:: Stored data entries ::
== Segment start ==

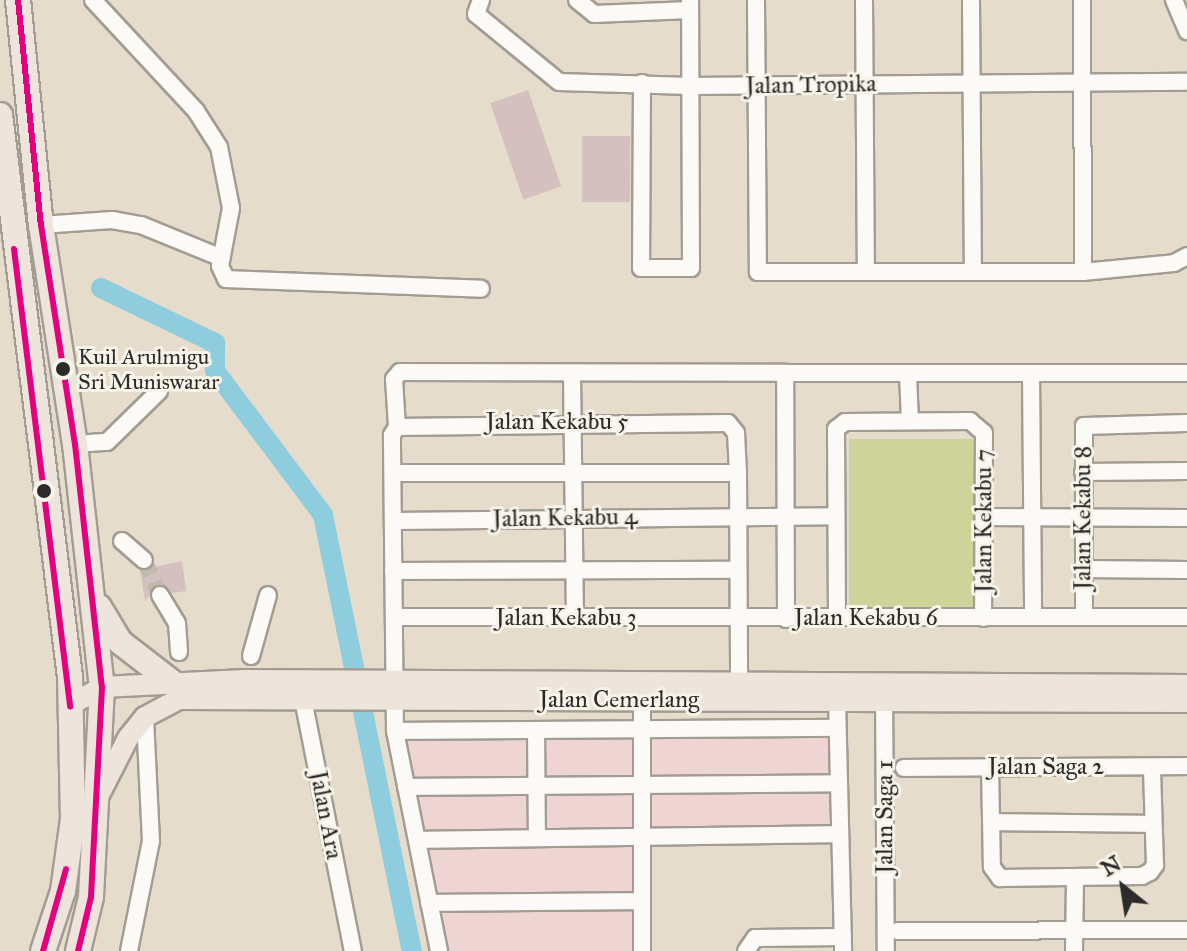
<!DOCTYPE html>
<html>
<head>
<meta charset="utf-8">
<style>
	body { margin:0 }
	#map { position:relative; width:1187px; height:951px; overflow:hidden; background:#e6dccb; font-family:"IM FELL Great Primer",serif }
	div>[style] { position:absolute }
	.built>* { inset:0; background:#eed5d4 }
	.green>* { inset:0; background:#cdd49a; transform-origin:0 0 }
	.river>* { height:20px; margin:-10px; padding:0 10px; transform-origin:10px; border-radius:10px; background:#8dcddd }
	.building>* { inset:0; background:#d4c0bf; transform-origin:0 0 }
	.minor-tunnel>* { height:16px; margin-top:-8px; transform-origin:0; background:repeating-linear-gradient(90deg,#c1b9ab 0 16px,transparent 0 24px) }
	.roads { filter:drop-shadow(2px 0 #a29c93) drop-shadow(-2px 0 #a29c93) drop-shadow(0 2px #a29c93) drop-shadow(0 -2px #a29c93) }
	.minor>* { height:16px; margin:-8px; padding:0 8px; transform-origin:8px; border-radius:8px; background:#fbfaf7 }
	.major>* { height:20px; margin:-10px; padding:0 10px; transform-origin:10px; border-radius:10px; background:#ede4dc }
	.highway>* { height:24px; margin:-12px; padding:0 12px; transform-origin:12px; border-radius:12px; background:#ede4dc }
	.bus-1>* { height:6px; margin:-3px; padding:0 3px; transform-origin:3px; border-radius:3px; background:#e5007d }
	.dots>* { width:22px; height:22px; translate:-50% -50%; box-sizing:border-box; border:4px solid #f7f3e8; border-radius:50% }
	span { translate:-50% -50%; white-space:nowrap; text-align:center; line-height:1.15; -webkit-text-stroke:6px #f7f3e8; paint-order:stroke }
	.bus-label { font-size:22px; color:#2b2b2b }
	.left { translate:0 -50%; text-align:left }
	.street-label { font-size:24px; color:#2b2b2b }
	.north { position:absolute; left:1083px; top:847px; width:80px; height:80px; -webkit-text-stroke:6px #f7f3e8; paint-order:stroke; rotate:330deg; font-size:22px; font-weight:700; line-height:32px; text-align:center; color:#2b2b2b }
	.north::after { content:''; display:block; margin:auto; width:28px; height:36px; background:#2b2b2b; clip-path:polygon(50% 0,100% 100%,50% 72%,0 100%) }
</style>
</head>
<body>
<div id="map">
	<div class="built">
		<div style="clip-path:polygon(833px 732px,836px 830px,638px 831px,638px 951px,443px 951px,400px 735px)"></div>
	</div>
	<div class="green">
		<div style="left:849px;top:439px;width:125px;height:169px"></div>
	</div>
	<div class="river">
		<div style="left:101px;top:288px;width:127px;rotate:25.8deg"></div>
		<div style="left:215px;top:343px;width:28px;rotate:90deg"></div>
		<div style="left:215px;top:371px;width:180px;rotate:53.1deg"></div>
		<div style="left:323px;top:515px;width:445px;rotate:78.5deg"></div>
	</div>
	<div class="building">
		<div style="left:528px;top:90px;width:102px;height:40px;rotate:71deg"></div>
		<div style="left:582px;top:136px;width:48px;height:66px"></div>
		<div style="clip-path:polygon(182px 561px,186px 591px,172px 593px,159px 584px,145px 601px,140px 570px)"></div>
	</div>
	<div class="minor-tunnel">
		<div style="left:144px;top:560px;width:38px;rotate:65deg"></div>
	</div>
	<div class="roads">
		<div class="minor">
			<div style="left:93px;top:0;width:151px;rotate:47.1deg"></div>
			<div style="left:196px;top:111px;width:43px;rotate:57.4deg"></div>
			<div style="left:219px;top:147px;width:62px;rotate:78.9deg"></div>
			<div style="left:231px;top:208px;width:59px;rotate:100.7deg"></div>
			<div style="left:220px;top:266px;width:14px;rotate:65deg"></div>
			<div style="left:226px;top:279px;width:255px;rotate:2.2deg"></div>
			<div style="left:481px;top:0;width:15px;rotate:110deg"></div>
			<div style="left:476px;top:14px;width:107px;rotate:39.3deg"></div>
			<div style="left:559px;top:82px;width:131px;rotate:1.7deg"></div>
			<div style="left:690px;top:86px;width:497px;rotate:-0.5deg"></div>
			<div style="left:577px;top:0;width:22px;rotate:39deg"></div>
			<div style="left:594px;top:14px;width:96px;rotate:-2.4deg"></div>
			<div style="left:756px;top:0;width:272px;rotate:89.6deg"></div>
			<div style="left:758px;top:272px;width:325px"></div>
			<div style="left:1083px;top:272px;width:91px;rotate:-5.6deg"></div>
			<div style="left:1174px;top:263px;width:15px;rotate:-28deg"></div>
			<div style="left:864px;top:0;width:272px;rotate:89.6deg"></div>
			<div style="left:971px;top:0;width:272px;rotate:89.6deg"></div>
			<div style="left:1082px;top:0;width:272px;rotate:89.8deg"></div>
			<div style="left:1174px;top:0;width:34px;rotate:67deg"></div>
			<div style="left:642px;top:83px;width:185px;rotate:90.3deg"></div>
			<div style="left:641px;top:268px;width:50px"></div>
			<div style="left:691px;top:268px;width:268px;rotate:-90.2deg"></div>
			<div style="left:41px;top:225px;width:71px;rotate:-4deg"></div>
			<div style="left:112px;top:220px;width:29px;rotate:10deg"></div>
			<div style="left:141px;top:225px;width:87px;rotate:22.2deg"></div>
			<div style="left:1031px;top:373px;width:244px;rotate:89.5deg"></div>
			<div style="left:572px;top:374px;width:244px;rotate:89.3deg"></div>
			<div style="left:908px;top:374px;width:47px;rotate:87.6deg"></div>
			<div style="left:397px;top:427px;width:48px;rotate:-93.6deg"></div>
			<div style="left:394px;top:379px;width:9px;rotate:-49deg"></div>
			<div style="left:400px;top:372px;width:385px;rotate:0.1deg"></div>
			<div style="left:75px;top:444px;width:32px;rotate:-4deg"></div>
			<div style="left:107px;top:442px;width:73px;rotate:-44.4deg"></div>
			<div style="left:1083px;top:472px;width:104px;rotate:-0.6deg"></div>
			<div style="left:393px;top:473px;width:345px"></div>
			<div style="left:984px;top:517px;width:203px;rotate:0.3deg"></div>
			<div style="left:393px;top:521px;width:442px;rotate:-0.6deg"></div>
			<div style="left:122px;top:541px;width:29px;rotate:41deg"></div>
			<div style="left:1083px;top:569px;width:104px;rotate:0.6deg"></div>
			<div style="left:393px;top:571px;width:344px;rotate:-0.2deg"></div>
			<div style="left:160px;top:595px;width:33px;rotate:59deg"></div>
			<div style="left:177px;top:623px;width:29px;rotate:86deg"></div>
			<div style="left:394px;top:617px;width:793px"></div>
			<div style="left:1084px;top:617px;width:191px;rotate:-90deg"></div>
			<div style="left:1084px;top:426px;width:103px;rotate:-1.7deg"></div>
			<div style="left:837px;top:618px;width:189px;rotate:-90.3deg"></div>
			<div style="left:836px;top:429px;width:11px;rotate:-38deg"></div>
			<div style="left:845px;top:422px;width:125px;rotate:-0.5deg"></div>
			<div style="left:970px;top:421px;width:18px;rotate:41deg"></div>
			<div style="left:984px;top:433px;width:185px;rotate:90.3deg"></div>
			<div style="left:786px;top:619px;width:246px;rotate:-90.2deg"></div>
			<div style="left:785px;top:373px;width:402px"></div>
			<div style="left:251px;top:656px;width:63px;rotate:-74.4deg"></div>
			<div style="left:301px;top:689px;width:267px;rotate:78.8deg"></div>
			<div style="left:642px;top:689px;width:262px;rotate:90deg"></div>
			<div style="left:884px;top:693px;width:258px;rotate:89.6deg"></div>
			<div style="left:837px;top:700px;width:251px;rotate:88.6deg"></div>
			<div style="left:536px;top:730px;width:107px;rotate:89.5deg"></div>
			<div style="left:395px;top:731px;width:442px;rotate:-0.4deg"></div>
			<div style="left:990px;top:767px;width:100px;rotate:88.9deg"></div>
			<div style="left:992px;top:867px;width:14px;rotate:54deg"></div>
			<div style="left:1000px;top:878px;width:142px;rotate:-0.8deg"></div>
			<div style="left:1142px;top:876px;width:9px;rotate:-27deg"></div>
			<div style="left:1150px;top:872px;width:9px;rotate:-54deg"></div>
			<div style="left:1155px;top:865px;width:98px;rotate:-91.8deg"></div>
			<div style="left:904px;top:768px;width:283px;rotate:-0.4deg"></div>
			<div style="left:406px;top:787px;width:433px;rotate:-0.5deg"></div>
			<div style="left:992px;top:822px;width:161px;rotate:0.7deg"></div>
			<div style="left:417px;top:840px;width:423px;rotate:-0.8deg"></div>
			<div style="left:429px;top:903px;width:213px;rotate:-0.5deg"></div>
			<div style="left:898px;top:931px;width:289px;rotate:-0.2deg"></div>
			<div style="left:129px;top:951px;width:112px;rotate:-78.7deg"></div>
			<div style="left:151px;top:841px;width:124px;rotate:-92.8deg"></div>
			<div style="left:439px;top:951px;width:224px;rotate:-101.3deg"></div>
			<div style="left:395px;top:731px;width:296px;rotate:-90.6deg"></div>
			<div style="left:392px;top:435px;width:9px;rotate:-58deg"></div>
			<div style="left:397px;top:427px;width:331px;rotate:-0.7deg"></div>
			<div style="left:728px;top:423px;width:13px;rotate:51deg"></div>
			<div style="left:736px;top:433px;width:40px;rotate:87.1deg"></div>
			<div style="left:738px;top:473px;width:209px;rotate:89.7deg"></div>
			<div style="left:746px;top:951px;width:16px;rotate:-55deg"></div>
			<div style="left:755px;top:938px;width:88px;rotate:-0.7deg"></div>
			<div style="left:1074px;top:951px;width:74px;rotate:-89.2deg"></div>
		</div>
		<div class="major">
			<div style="left:70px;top:705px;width:37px;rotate:-29deg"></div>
			<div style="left:102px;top:687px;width:143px;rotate:-2.8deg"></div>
			<div style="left:245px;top:680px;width:942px;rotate:0.3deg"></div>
			<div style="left:100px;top:793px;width:62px;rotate:-63deg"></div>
			<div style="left:128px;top:738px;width:27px;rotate:-51deg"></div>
			<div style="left:145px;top:717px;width:38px;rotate:-28deg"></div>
			<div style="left:179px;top:699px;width:1008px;rotate:0.17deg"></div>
		</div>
		<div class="highway">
			<div style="left:18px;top:0;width:226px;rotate:84.2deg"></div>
			<div style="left:41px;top:225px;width:222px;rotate:81.2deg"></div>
			<div style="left:75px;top:444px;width:244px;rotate:83.7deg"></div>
			<div style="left:102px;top:687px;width:210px;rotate:93deg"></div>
			<div style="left:91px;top:897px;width:56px;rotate:103.5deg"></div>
			<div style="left:0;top:115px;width:566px;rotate:82.9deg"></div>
			<div style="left:70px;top:677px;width:142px;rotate:88.8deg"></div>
			<div style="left:73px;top:819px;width:73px;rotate:97.9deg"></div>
			<div style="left:63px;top:891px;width:63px;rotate:108.4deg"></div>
			<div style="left:99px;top:607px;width:41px;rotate:59deg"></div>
			<div style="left:120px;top:642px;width:67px;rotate:37.7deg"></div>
		</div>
	</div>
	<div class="bus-1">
		<div style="left:18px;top:0;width:226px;rotate:84.2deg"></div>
		<div style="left:41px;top:225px;width:222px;rotate:81.2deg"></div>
		<div style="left:75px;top:444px;width:244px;rotate:83.7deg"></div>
		<div style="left:102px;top:687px;width:210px;rotate:93deg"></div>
		<div style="left:91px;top:897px;width:56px;rotate:103.5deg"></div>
		<div style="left:14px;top:249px;width:461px;rotate:83deg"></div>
		<div style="left:43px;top:951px;width:85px;rotate:-74.3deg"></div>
	</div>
	<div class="dots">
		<div style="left:63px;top:369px;background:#2b2b2b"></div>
		<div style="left:44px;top:491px;background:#2b2b2b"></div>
	</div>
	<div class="bus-label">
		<span class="left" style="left:78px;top:369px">Kuil Arulmigu<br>Sri Muniswarar</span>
	</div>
	<div class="street-label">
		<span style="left:811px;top:85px;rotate:-1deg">Jalan Tropika</span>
		<span style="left:557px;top:422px">Jalan Kekabu 5</span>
		<span style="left:565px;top:518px;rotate:-1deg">Jalan Kekabu 4</span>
		<span style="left:1083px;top:518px;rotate:-90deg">Jalan Kekabu 8</span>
		<span style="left:984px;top:521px;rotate:-90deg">Jalan Kekabu 7</span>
		<span style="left:566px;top:618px">Jalan Kekabu 3</span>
		<span style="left:866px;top:618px">Jalan Kekabu 6</span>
		<span style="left:619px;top:700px">Jalan Cemerlang</span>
		<span style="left:1046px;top:767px">Jalan Saga 2</span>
		<span style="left:326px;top:815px;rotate:79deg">Jalan Ara</span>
		<span style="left:885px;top:817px;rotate:-90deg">Jalan Saga 1</span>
	</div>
	<div class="north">N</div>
</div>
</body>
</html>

== Segment end ==

:: DESCRIPTION OF THE TASK ::
Exactly how many lines in the records contain the string "green"? Give that number alone.

:: ANSWER TO THIS EXERCISE ::
2